ちょっと長めに休憩をして、体力が回復したら歩き出すことにしよう。
今の時刻を知りたくて、スマホを取り出す。圏外の表記になったスマホは時刻を確認することにしか使っていない。時刻は15時過ぎを差していた。かれこれ5時間は歩き続けていることになる。
水筒に口を付ける。何もしない味がした。
口が寂しくなったので、何か食料がないかとバックパックを漁る。パンパンに詰め込まれたバックパックの底の方に、ブロック状のバランス栄養食を見つけた。俺が1番好みのフルーツ味だ。
袋を開けると粉が溢れた、中身のブロックが2つに割れていた。
齧る。それでも美味く感じるのは自分の置かれた状況のせいだろう。
他に見つけた食糧はカ⬜︎リーメイト一箱に、カップ麺が一個。
水は水筒の3分の1程度。
これらが尽きるまでに森を出るか、救助されなければならない。
………………。
……独りだ。
何もする事がない。できるのは、この終わりの見えない森が終わると信じて歩き続けることのみ。

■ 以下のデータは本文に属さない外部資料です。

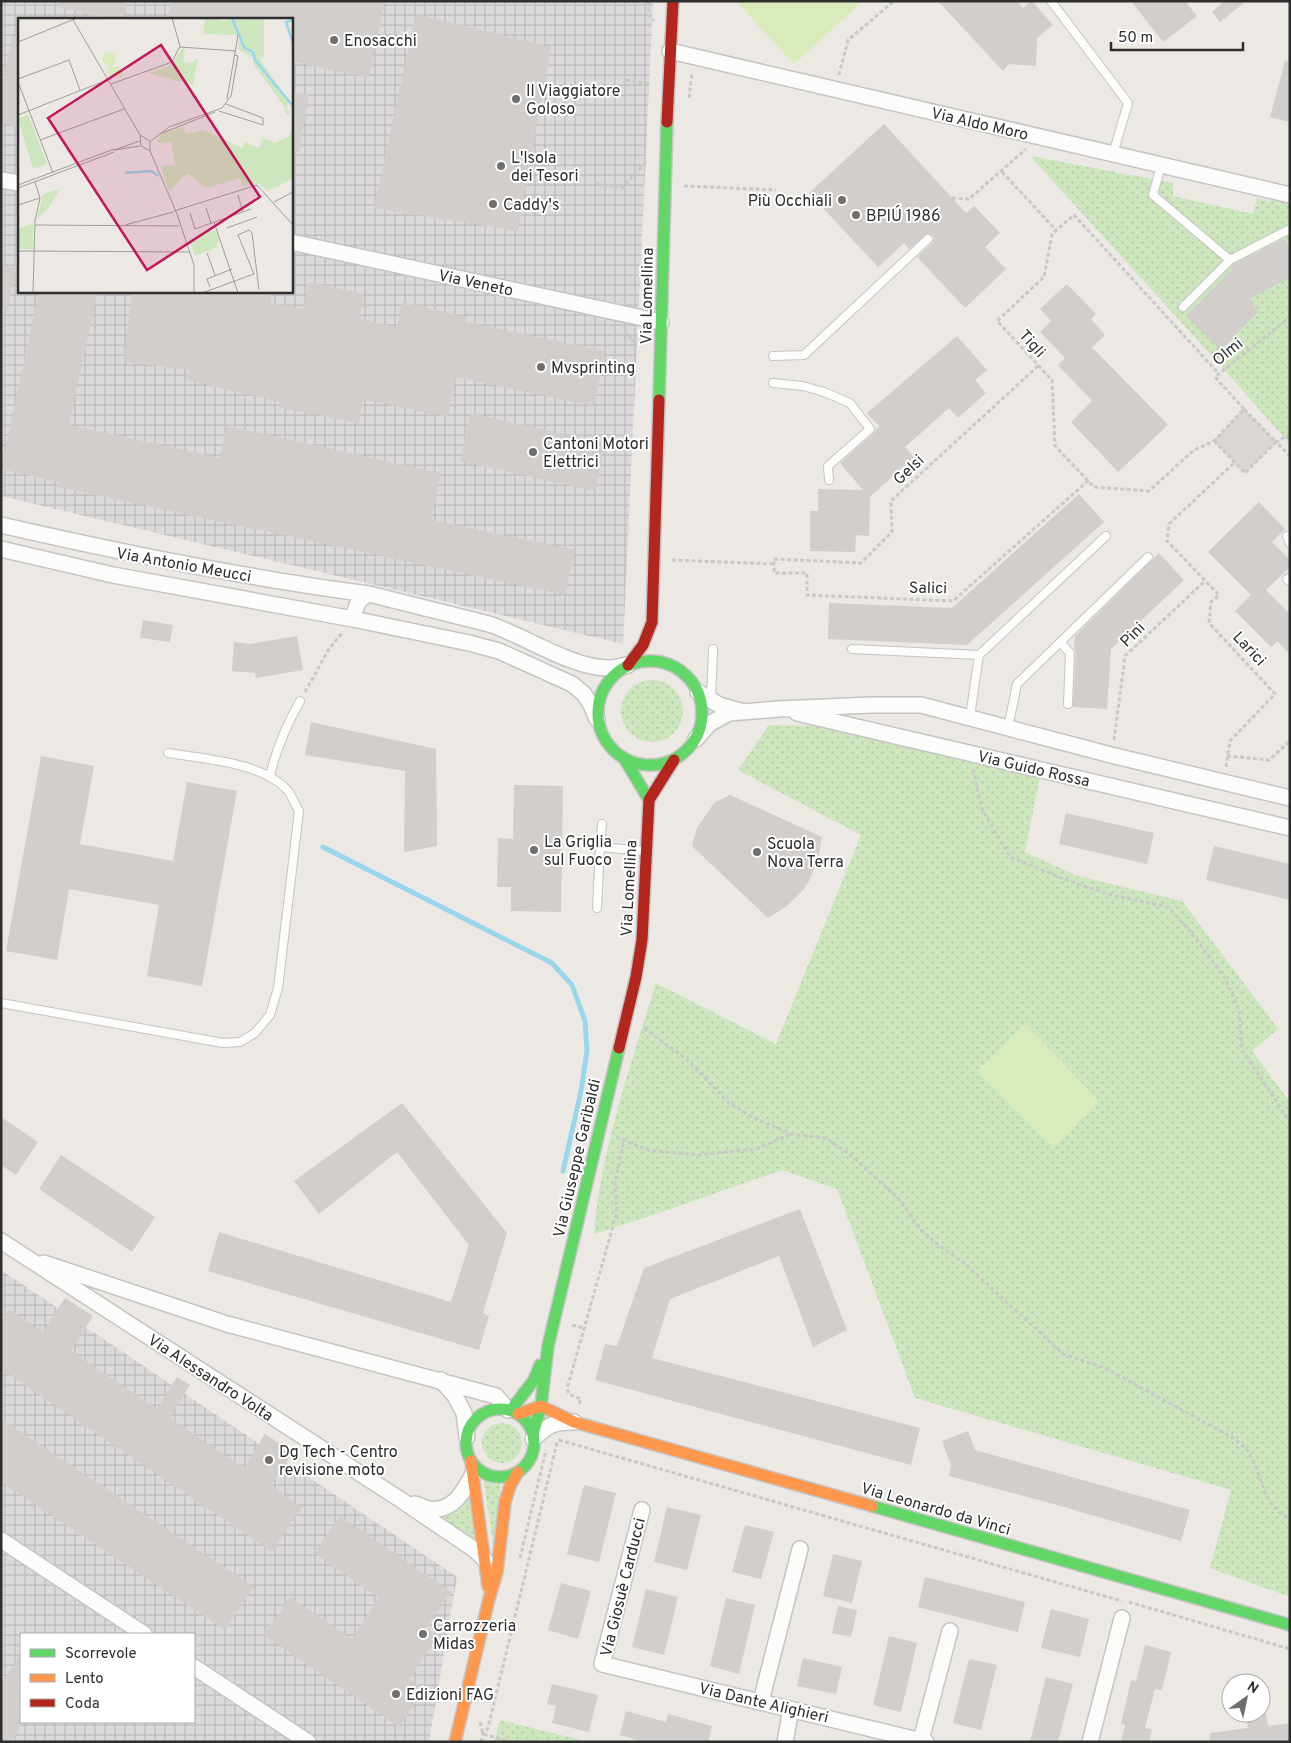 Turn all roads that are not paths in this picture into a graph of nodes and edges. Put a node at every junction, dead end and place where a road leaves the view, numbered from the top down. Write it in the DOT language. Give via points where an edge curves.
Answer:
graph roads {
  1 [pos="1050,1"];
  2 [pos="669,2"];
  3 [pos="670,51"];
  4 [pos="1114,154"];
  5 [pos="1161,165"];
  6 [pos="1,180"];
  7 [pos="18,184"];
  8 [pos="1290,195"];
  9 [pos="1290,229"];
  10 [pos="928,239"];
  11 [pos="292,242"];
  12 [pos="1230,260"];
  13 [pos="1183,308"];
  14 [pos="661,322"];
  15 [pos="773,356"];
  16 [pos="772,383"];
  17 [pos="829,480"];
  18 [pos="1,525"];
  19 [pos="1106,536"];
  20 [pos="1,549"];
  21 [pos="1148,557"];
  22 [pos="1290,577"];
  23 [pos="1290,582"];
  24 [pos="369,594"];
  25 [pos="353,619"];
  26 [pos="652,622"];
  27 [pos="657,637"];
  28 [pos="1060,642"];
  29 [pos="713,649"];
  30 [pos="852,649"];
  31 [pos="667,654"];
  32 [pos="979,655"];
  33 [pos="628,666"];
  34 [pos="678,669"];
  35 [pos="705,696"];
  36 [pos="300,701"];
  37 [pos="1068,704"];
  38 [pos="779,709"];
  39 [pos="743,712"];
  40 [pos="970,717"];
  41 [pos="597,720"];
  42 [pos="1008,728"];
  43 [pos="696,739"];
  44 [pos="168,753"];
  45 [pos="624,758"];
  46 [pos="674,760"];
  47 [pos="270,776"];
  48 [pos="1290,798"];
  49 [pos="649,800"];
  50 [pos="602,824"];
  51 [pos="1290,828"];
  52 [pos="600,847"];
  53 [pos="646,851"];
  54 [pos="597,908"];
  55 [pos="636,978"];
  56 [pos="1,1002"];
  57 [pos="1,1241"];
  58 [pos="24,1256"];
  59 [pos="548,1346"];
  60 [pos="440,1380"];
  61 [pos="541,1406"];
  62 [pos="512,1411"];
  63 [pos="574,1422"];
  64 [pos="533,1436"];
  65 [pos="466,1437"];
  66 [pos="472,1468"];
  67 [pos="518,1472"];
  68 [pos="398,1498"];
  69 [pos="642,1510"];
  70 [pos="1,1540"];
  71 [pos="800,1549"];
  72 [pos="485,1560"];
  73 [pos="489,1599"];
  74 [pos="1122,1618"];
  75 [pos="1290,1625"];
  76 [pos="950,1631"];
  77 [pos="142,1633"];
  78 [pos="602,1664"];
  79 [pos="195,1668"];
  80 [pos="760,1701"];
  81 [pos="791,1708"];
  82 [pos="306,1741"];
  83 [pos="924,1741"];
  84 [pos="454,1742"];
  85 [pos="785,1742"];
  86 [pos="1090,1742"];
  1 -- 4 [label="lane" via="1128,103"];
  2 -- 3 [label="main road, Via Lomellina"];
  3 -- 4 [label="street, Via Aldo Moro"];
  3 -- 14 [label="main road, Via Lomellina"];
  4 -- 5 [label="street, Via Aldo Moro"];
  5 -- 8 [label="street, Via Aldo Moro"];
  5 -- 12 [label="lane" via="1153,196"];
  6 -- 7 [label="street"];
  9 -- 12 [label="lane"];
  10 -- 15 [label="lane" via="804,355"];
  11 -- 14 [label="street, Via Veneto"];
  12 -- 13 [label="lane"];
  14 -- 26 [label="main road, Via Lomellina"];
  16 -- 17 [label="lane" via="803,386 850,403 870,430 828,466"];
  18 -- 24 [label="street, Via Antonio Meucci" via="127,554"];
  19 -- 32 [label="lane"];
  20 -- 25 [label="street, Via Antonio Meucci" via="113,575"];
  21 -- 28 [label="lane"];
  22 -- 23 [label="lane" via="1287,580"];
  24 -- 25 [label="street" via="356,604"];
  24 -- 33 [label="street, Via Antonio Meucci" via="489,624 589,666"];
  25 -- 41 [label="street, Via Antonio Meucci" via="499,651 572,684 584,694"];
  26 -- 27 [label="main road, Via Lomellina"];
  26 -- 33 [label="main road, Via Lomellina" via="644,647"];
  28 -- 37 [label="lane" via="1070,652"];
  28 -- 42 [label="lane" via="1017,684"];
  29 -- 35 [label="lane"];
  30 -- 32 [label="lane"];
  31 -- 34 [label="main road"];
  32 -- 40 [label="lane"];
  33 -- 34 [label="main road" via="656,661"];
  33 -- 41 [label="main road" via="613,676 602,691"];
  34 -- 35 [label="main road"];
  35 -- 39 [label="street, Via Guido Rossa" via="727,708"];
  35 -- 43 [label="main road"];
  36 -- 47 [label="lane" via="284,729"];
  38 -- 39 [label="street, Via Guido Rossa"];
  38 -- 40 [label="street, Via Guido Rossa" via="921,706"];
  38 -- 51 [label="street, Via Guido Rossa"];
  39 -- 43 [label="street, Via Guido Rossa" via="717,718"];
  40 -- 42 [label="street, Via Guido Rossa"];
  41 -- 45 [label="main road" via="610,748"];
  42 -- 48 [label="street, Via Guido Rossa"];
  43 -- 46 [label="main road"];
  44 -- 47 [label="lane" via="242,766"];
  45 -- 46 [label="main road" via="646,763"];
  45 -- 49 [label="main road"];
  46 -- 49 [label="main road, Via Lomellina"];
  47 -- 56 [label="lane" via="288,791 299,812 278,988 270,1015 255,1033 240,1042 223,1043"];
  49 -- 53 [label="main road, Via Lomellina"];
  50 -- 52 [label="lane"];
  52 -- 53 [label="lane"];
  52 -- 54 [label="lane"];
  53 -- 55 [label="main road, Via Lomellina" via="642,940"];
  55 -- 59 [label="main road, Via Giuseppe Garibaldi"];
  57 -- 58 [label="street, Via Alessandro Volta"];
  58 -- 60 [label="street, Via Alessandro Volta" via="227,1324"];
  58 -- 68 [label="street, Via Alessandro Volta"];
  59 -- 61 [label="main road, Via Giuseppe Garibaldi"];
  59 -- 62 [label="main road, Via Giuseppe Garibaldi" via="534,1380"];
  60 -- 62 [label="street, Via Alessandro Volta" via="496,1396"];
  60 -- 65 [label="street" via="464,1412"];
  61 -- 62 [label="main road"];
  61 -- 63 [label="main road, Via Leonardo da Vinci"];
  61 -- 64 [label="main road, Via Giuseppe Garibaldi"];
  62 -- 64 [label="main road" via="528,1423"];
  62 -- 65 [label="main road" via="497,1408 485,1412 476,1418"];
  63 -- 64 [label="street" via="549,1425"];
  63 -- 75 [label="main road, Via Leonardo da Vinci"];
  64 -- 67 [label="main road" via="534,1449"];
  65 -- 66 [label="main road"];
  66 -- 67 [label="main road" via="497,1477"];
  66 -- 68 [label="street, Via Alessandro Volta" via="464,1492 445,1508 430,1509"];
  66 -- 72 [label="main road"];
  67 -- 73 [label="main road" via="505,1502 497,1572"];
  68 -- 72 [label="street, Via Alessandro Volta"];
  69 -- 78 [label="street, Via Giosuè Carducci"];
  70 -- 77 [label="street"];
  71 -- 80 [label="street"];
  72 -- 73 [label="main road"];
  73 -- 84 [label="main road"];
  74 -- 86 [label="street"];
  76 -- 83 [label="street"];
  78 -- 80 [label="street, Via Dante Alighieri"];
  79 -- 82 [label="street"];
  80 -- 81 [label="street, Via Dante Alighieri"];
  81 -- 83 [label="street, Via Dante Alighieri"];
  81 -- 85 [label="street"];
} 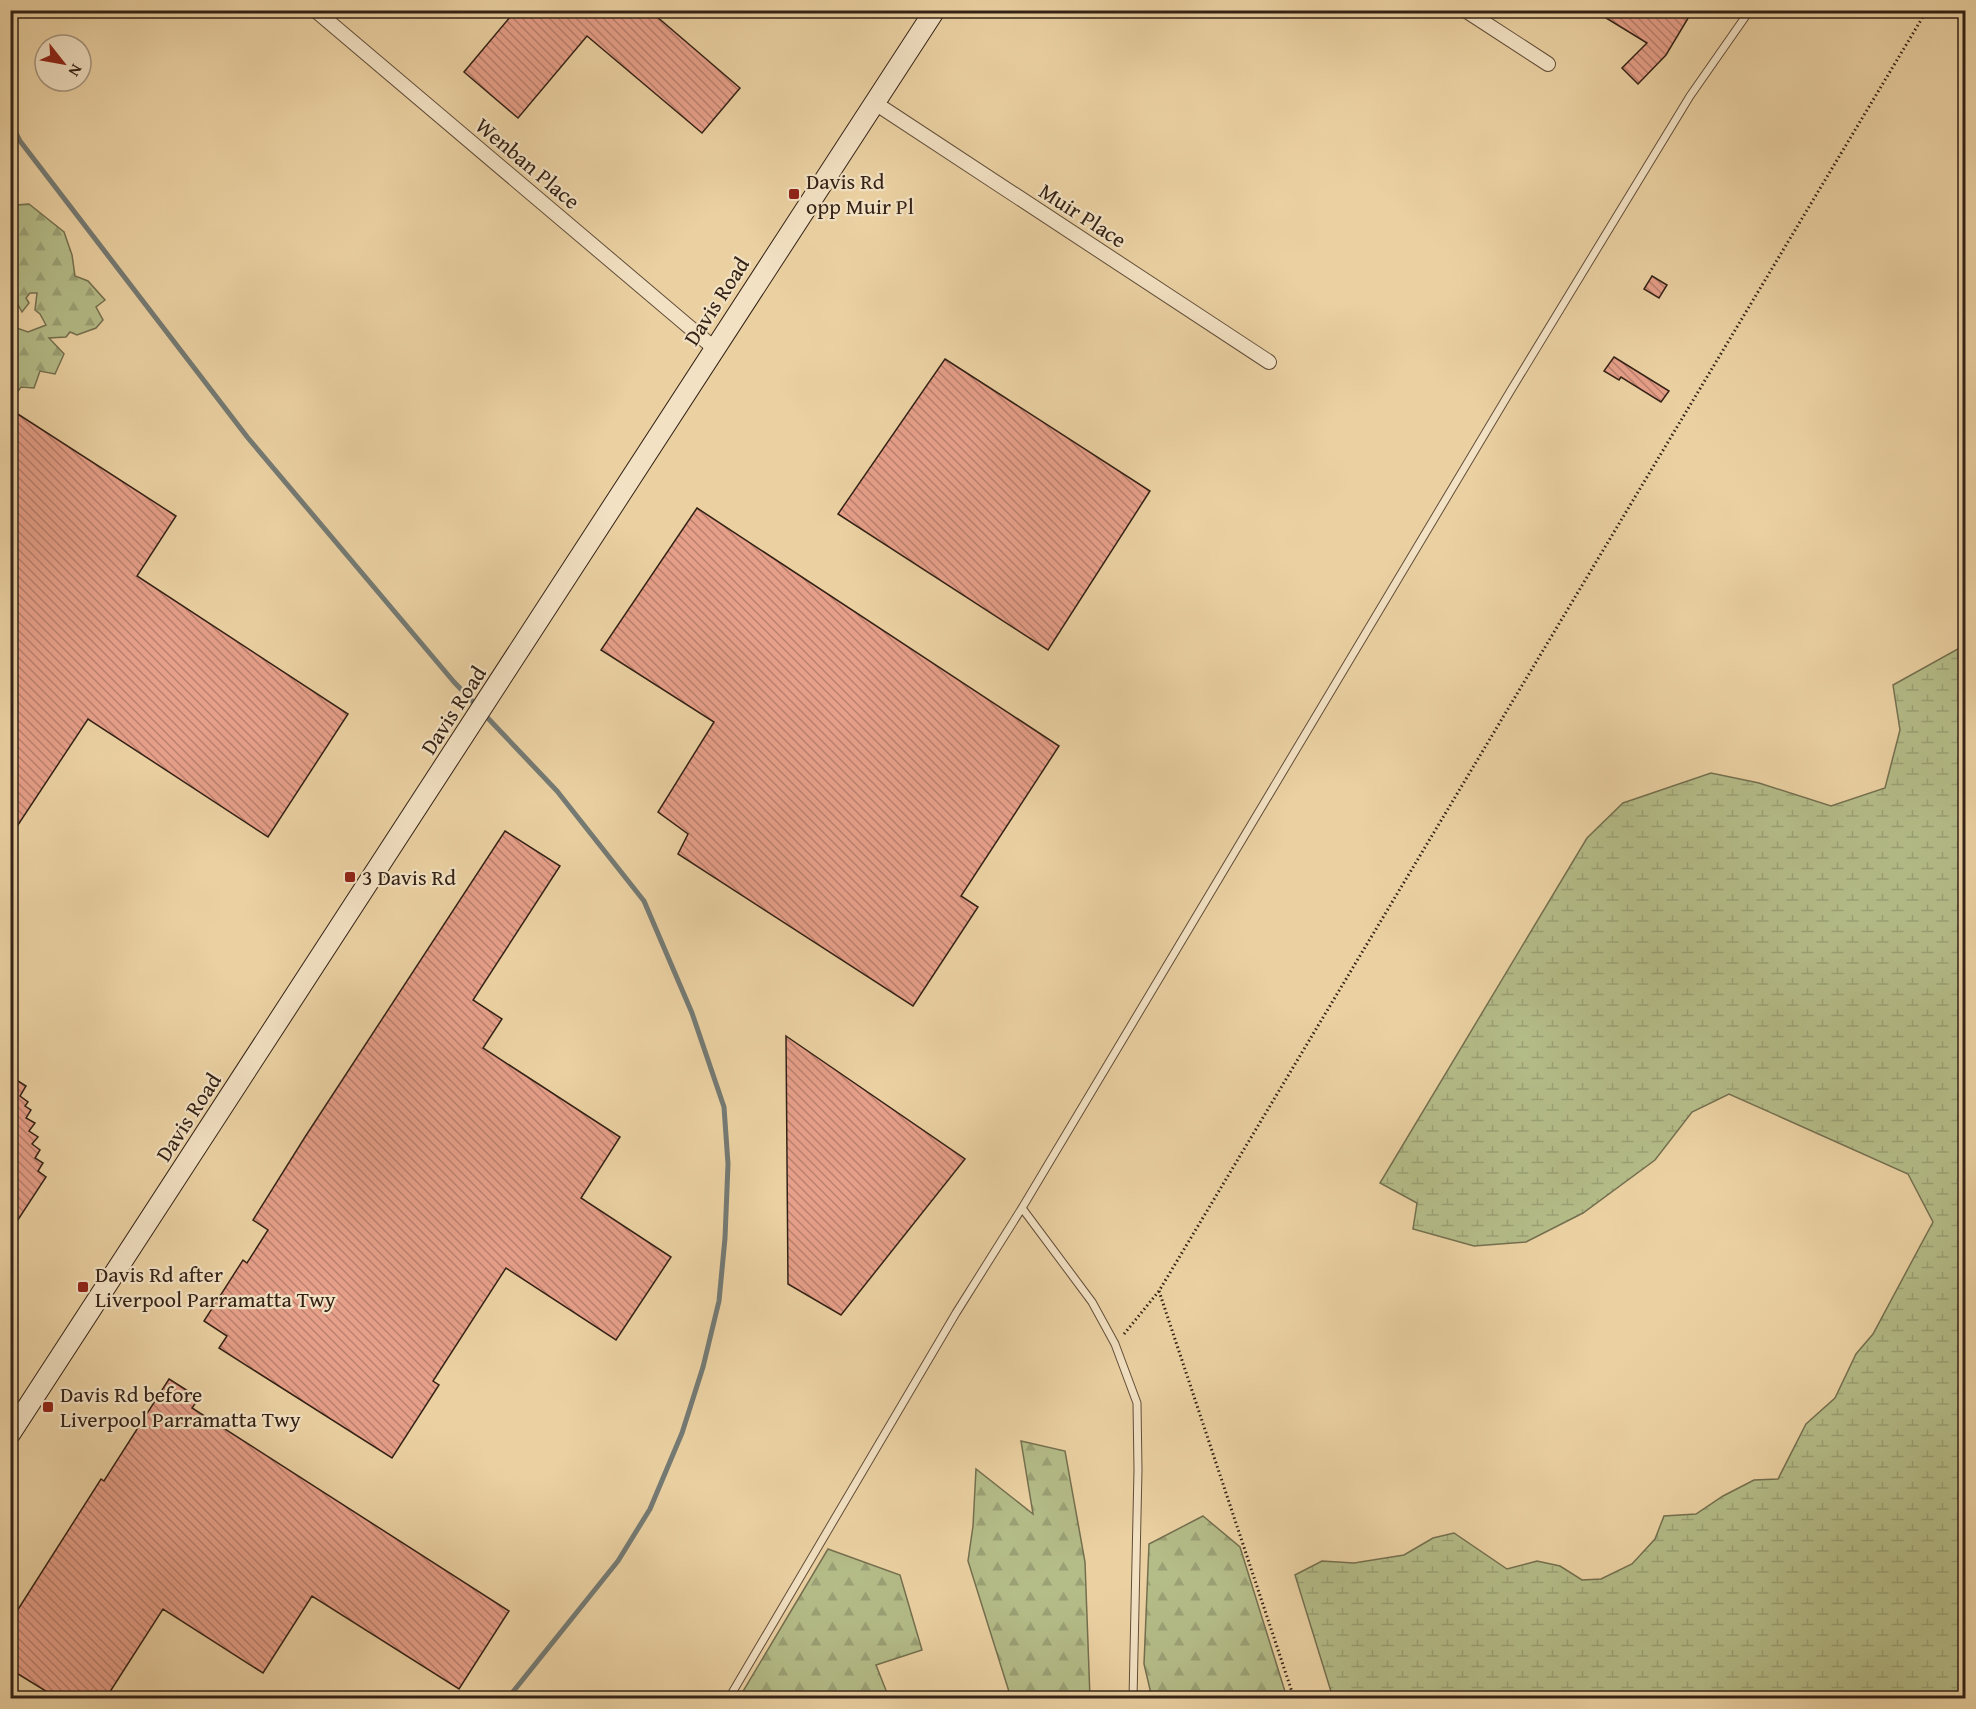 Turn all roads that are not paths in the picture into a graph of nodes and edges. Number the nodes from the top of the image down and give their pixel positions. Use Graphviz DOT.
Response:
graph roads {
  1 [pos="315,10"];
  2 [pos="935,10"];
  3 [pos="1465,10"];
  4 [pos="1750,10"];
  5 [pos="1548,64"];
  6 [pos="875,103"];
  7 [pos="714,348"];
  8 [pos="1269,362"];
  9 [pos="1022,1208"];
  10 [pos="10,1434"];
  11 [pos="729,1698"];
  12 [pos="1133,1698"];
  1 -- 7 [label="street, Wenban Place"];
  2 -- 6 [label="street, Davis Road"];
  3 -- 5 [label="street"];
  4 -- 9 [label="lane"];
  6 -- 7 [label="street, Davis Road"];
  6 -- 8 [label="street, Muir Place"];
  7 -- 10 [label="street, Davis Road"];
  9 -- 11 [label="lane"];
  9 -- 12 [label="lane"];
}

もしかしたら近くを人が通りかかっているかもしれない。そういう可能性も考慮しておいた方がいいだろう。
「誰かーー! 助けてくれーー! 誰かーー!!」
叫んだ声は木々に反響し、霧の中に消えていった。
仮眠を取ろう。それで気と体力を養って、また歩き出すんだ。
椅子を横向きで木に隣接する。
巨木は根本付近で急勾配になっているので、背を預けるとちょうどいい感じに寄りかかれる。
「はぁ……」
寄りかかったら溜息が漏れた。頭上には霧に閉ざされた空。
疲労から眠気が襲ってくる。その抗い難い眠気に流されて、意識は惑い溶けていく……。
処女作です。文庫本一冊あたりで話が終わる予定です!
頑張ります!!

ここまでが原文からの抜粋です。